[RECORDS TO USE]

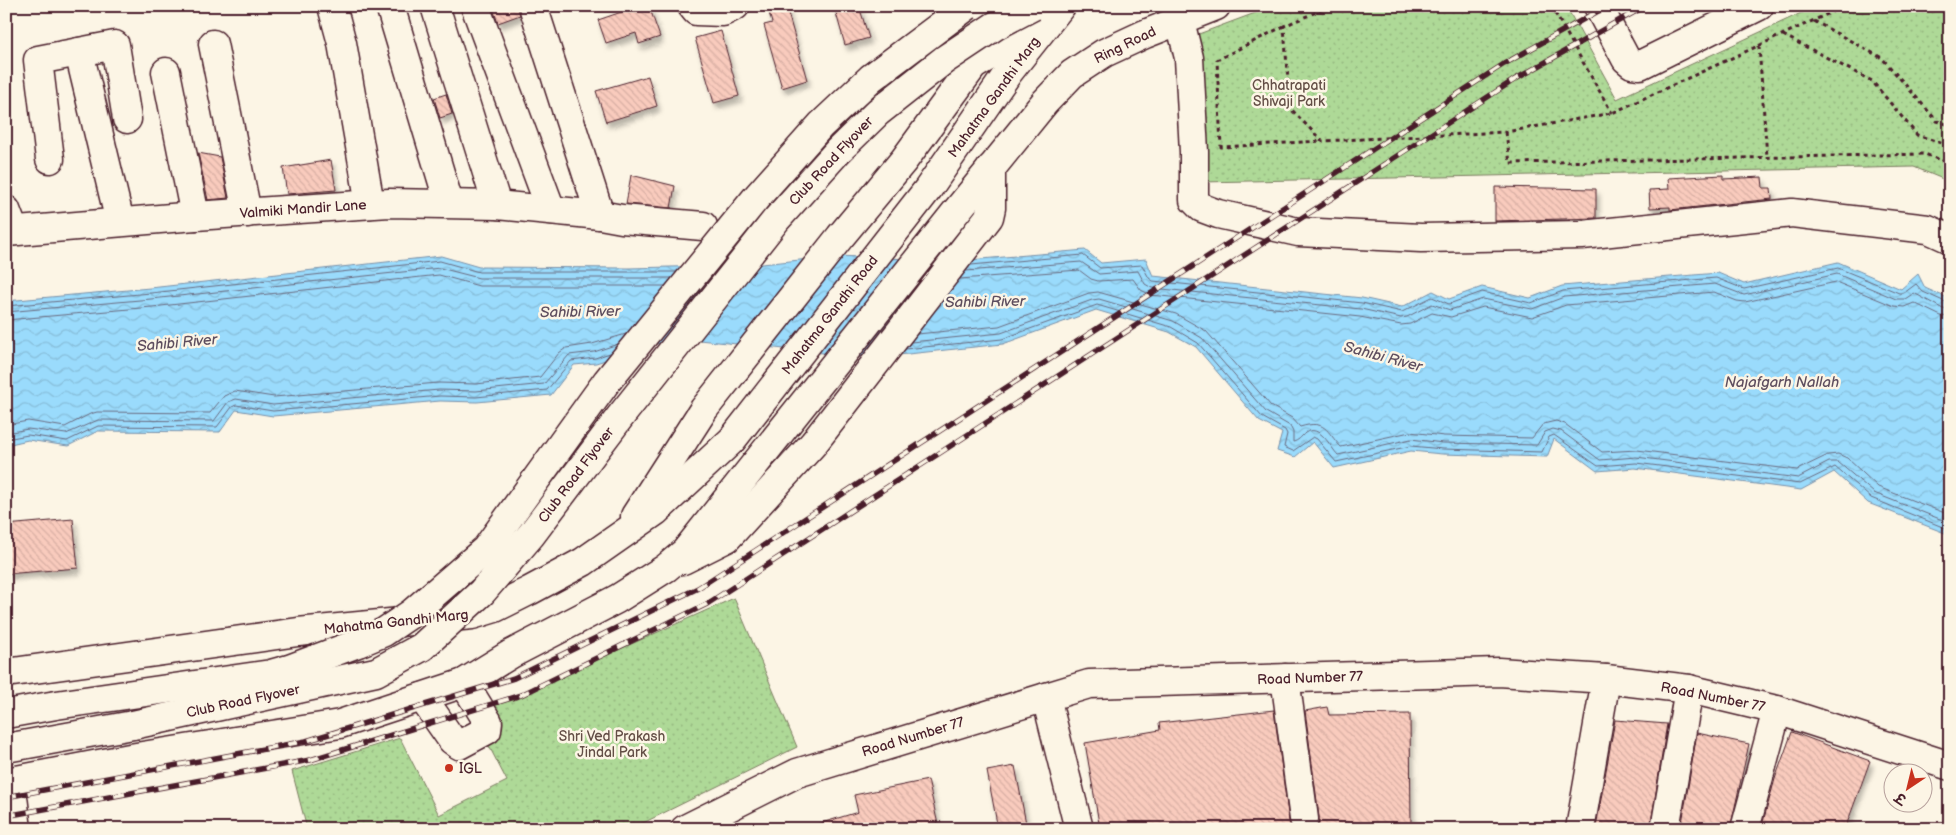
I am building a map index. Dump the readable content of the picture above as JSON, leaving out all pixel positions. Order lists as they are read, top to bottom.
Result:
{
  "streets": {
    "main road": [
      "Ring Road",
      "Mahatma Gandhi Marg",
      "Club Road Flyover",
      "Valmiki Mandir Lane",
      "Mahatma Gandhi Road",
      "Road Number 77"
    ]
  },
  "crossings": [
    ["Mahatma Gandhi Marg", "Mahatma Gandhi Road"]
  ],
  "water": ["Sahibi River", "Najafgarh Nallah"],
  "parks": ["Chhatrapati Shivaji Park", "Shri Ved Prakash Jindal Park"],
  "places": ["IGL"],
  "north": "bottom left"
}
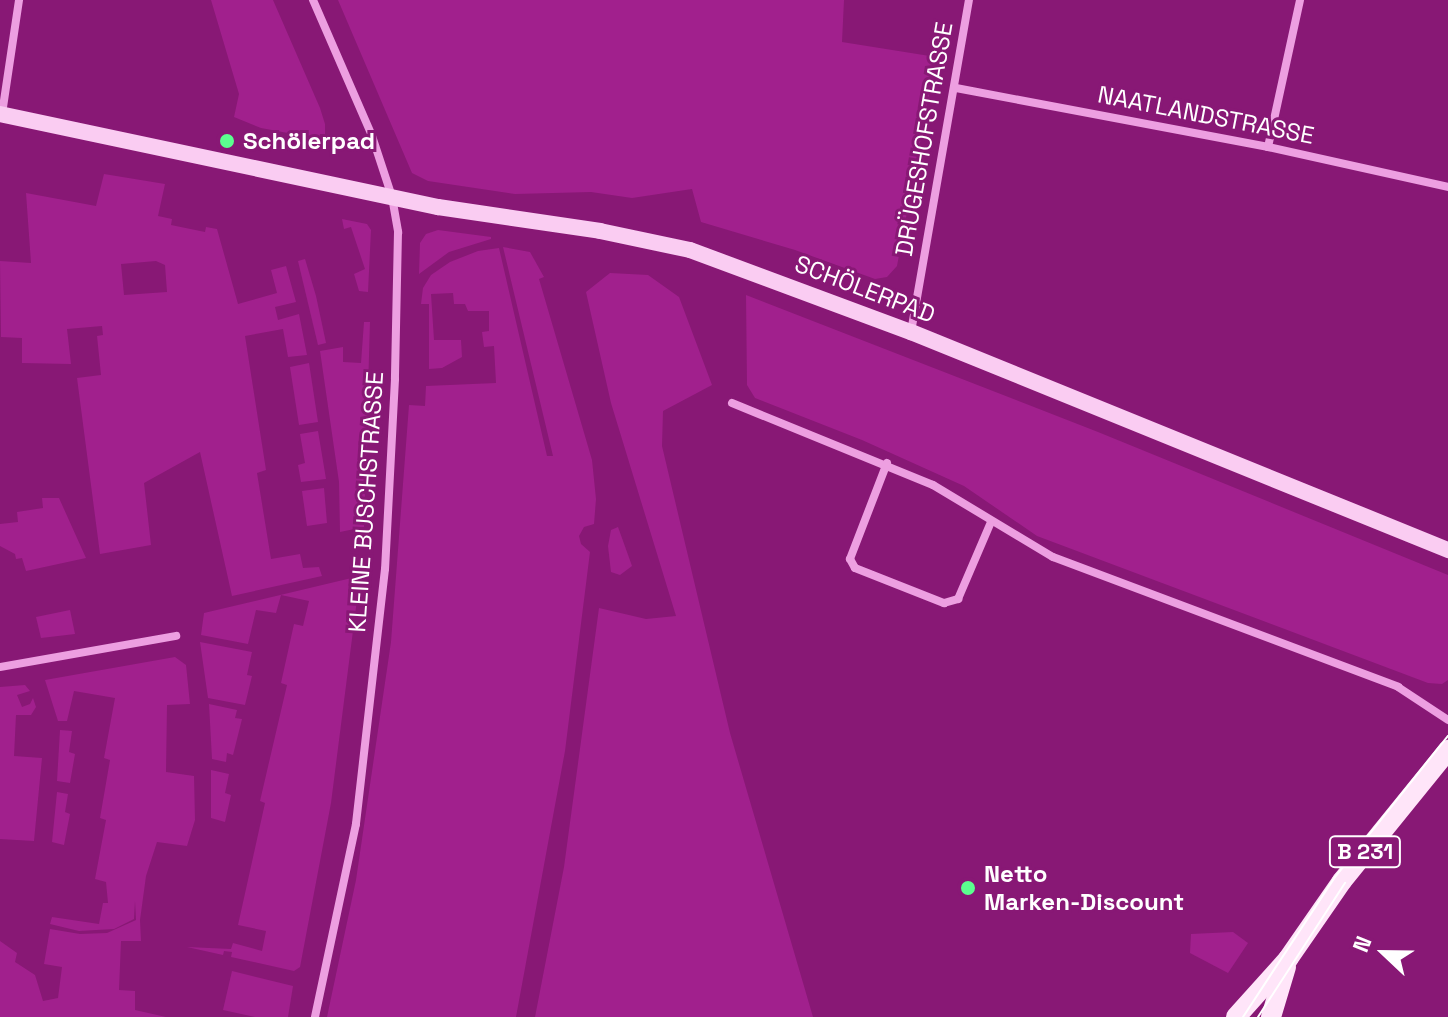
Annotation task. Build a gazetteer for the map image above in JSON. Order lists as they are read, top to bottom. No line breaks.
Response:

[/RECORDS TO USE]

**ASSIGNMENT:** Omit the pictures, then copy out all the data exactly as it stands.

**TASK RESPONSE:**
I am building a map index. Dump the readable content of the picture above as JSON, leaving out all pixel positions. Order lists as they are read, top to bottom.
Result:
{
  "streets": {
    "main road": [
      "Ring Road",
      "Mahatma Gandhi Marg",
      "Club Road Flyover",
      "Valmiki Mandir Lane",
      "Mahatma Gandhi Road",
      "Road Number 77"
    ]
  },
  "crossings": [
    ["Mahatma Gandhi Marg", "Mahatma Gandhi Road"]
  ],
  "water": ["Sahibi River", "Najafgarh Nallah"],
  "parks": ["Chhatrapati Shivaji Park", "Shri Ved Prakash Jindal Park"],
  "places": ["IGL"],
  "north": "bottom left"
}
Annotation task. Build a gazetteer for the map image above in JSON. Order lists as they are read, top to bottom. No line breaks.
Response:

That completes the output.